Не останавливаясь, он схватил ее за руки и сжал их по обе стороны от ее лица, позволяя ей бороться, пока переводил дыхание. От его взгляда по ее позвоночнику пробежали горячие и холодные волны страха. Она удвоила свои попытки, злобно дергаясь, но Гэвину удалось перекинуть свое колено через одну из ее брыкающихся ног, и затем их бедра оказались вровень. Она чувствовала головку его члена там, где задрался подол платья, он скользил по ее бедру, дразня завитки волос на лобке.

— Ты сбежала от меня, — произнес он хриплым, грубым голосом, от чего по спине Вэл побежали мурашки, когда он наклонил голову, чтобы слизнуть кровь с ее губы, — а потом у тебя хватило наглости притвориться шокированной, когда я погнался за тобой. Ты стала бы моей много лет назад, если бы не капризы твоего юношеского неповиновения.

— Нет, — возразила она, когда он вошел в нее. Вэл почувствовала жжение холодного воздуха там, где он лизнул ее. — Ты не хотел меня. Дело вовсе не во мне. Ты просто хотел… что-то… посадить под… банку.

— И все же ты позволила мне захватить тебя, несмотря ни на что. — Он отпустил ее запястья и обхватил ее горло одной из своих рук. Давление его прикосновения заставило панику оскалиться, как зубы чего-то злобного. — Боюсь, ты — бабочка, привыкшая к вкусу цианида.
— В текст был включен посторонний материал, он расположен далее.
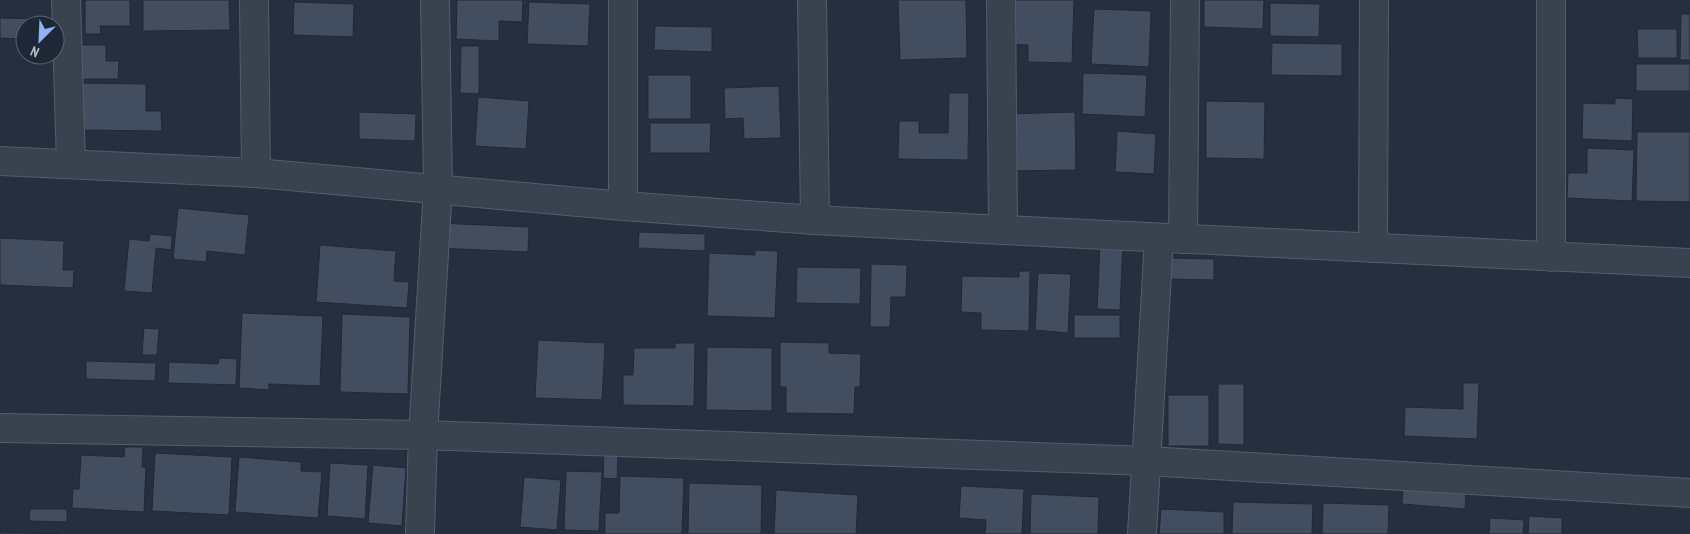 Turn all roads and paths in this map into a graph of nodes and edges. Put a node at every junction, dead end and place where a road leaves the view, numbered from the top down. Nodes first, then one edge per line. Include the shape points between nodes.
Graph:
1 (66, 0) edge
2 (254, 0) edge
3 (435, 0) edge
4 (623, 0) edge
5 (812, 0) edge
6 (1001, 0) edge
7 (1185, 0) edge
8 (1374, 0) edge
9 (1552, 0) edge
10 (0, 161) edge
11 (71, 164) junction
12 (256, 173) junction
13 (438, 188) junction
14 (623, 206) junction
15 (815, 220) junction
16 (1003, 230) junction
17 (1171, 239) junction
18 (1373, 248) junction
19 (1551, 257) junction
20 (1690, 263) edge
21 (0, 428) edge
22 (423, 435) junction
23 (1147, 461) junction
24 (1690, 492) edge
25 (420, 534) edge
26 (1142, 534) edge

1 - 11 street
2 - 12 street
3 - 13 street
4 - 14 street
5 - 15 street
6 - 16 street
7 - 17 street
8 - 18 street
9 - 19 street
10 - 11 street
11 - 12 street
12 - 13 street
13 - 14 street
13 - 22 street
14 - 15 street
15 - 16 street
16 - 17 street
17 - 18 street
17 - 23 street
18 - 19 street
19 - 20 street
21 - 22 street
22 - 23 street
22 - 25 street
23 - 24 street
23 - 26 street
Мысленный образ заставил ее замереть. Вэл могла представить себе это: какое-то призрачно-белое существо, на которое сыпется порошок, бьющее крыльями о невидимую тюрьму, не обращая внимания на зазубренные, смертоносные кристаллы, отравляющие безвоздушную банку.

— По крайней мере, я не трахала свою собственную сестру.

Гэвин сбился с ритма, сила его гнева была подобна перепаду давления, предшествовавшему шторму. Его глаза стали похожи на две крошки зимнего льда. Голосом, которым можно резать алмаз, он сказал:

— Что ты только что сказала?

— Ты слышал меня. Ты трахнул свою собственную сестру, — прорычала она.

— Как вульгарно. — Он сжал руку так сильно, что она вообще не могла говорить, когда он возобновил свои тяжелые толчки. — Ты ревнуешь, Валериэн? Хочешь услышать все о том, как тщательно я ухаживал за цветком женственности моей сестры? Каждый лепесток между ее бедер был жестоко изуродован, пока ее невинность не стала ничем иным, как увядшим цветком, потраченным на мое семя? Это то, что ты хотела услышать, дорогая?

Ни слова, ни воздух не сорвались с ее губ. Она отчаянно вцепилась в него.

— Я никогда не прикасался к своим сестрам, — прорычал он, двигаясь внутри нее в бешеном ритме своих слов. — Ты, же, раздвинула ноги для моего брата на этом самом матрасе, загуляв, как дикое животное, с первыми лучами солнца, когда потеряла упряжь — ну, я снова поймал тебя, и теперь ты возьмешь все, что я тебе дам, неважно, насколько это больно, потому что я собираюсь трахать тебя, как мученицу, которой ты так отчаянно хочешь быть, моя милая, борющаяся бабочка. — Он мрачно рассмеялся. — Я действительно твой цианид.

Мышцы ее горла напряглись под его ладонью, втягивая немного воздуха, но недостаточно. Казалось, он точно знал, как сильно нужно сжимать, чтобы надавить на ее гортань, не перекрывая ей весь кислород. «Натренировался», — шептал ее охваченный паникой мозг. Некоторые из тех женщин, которых он убил, были задушены.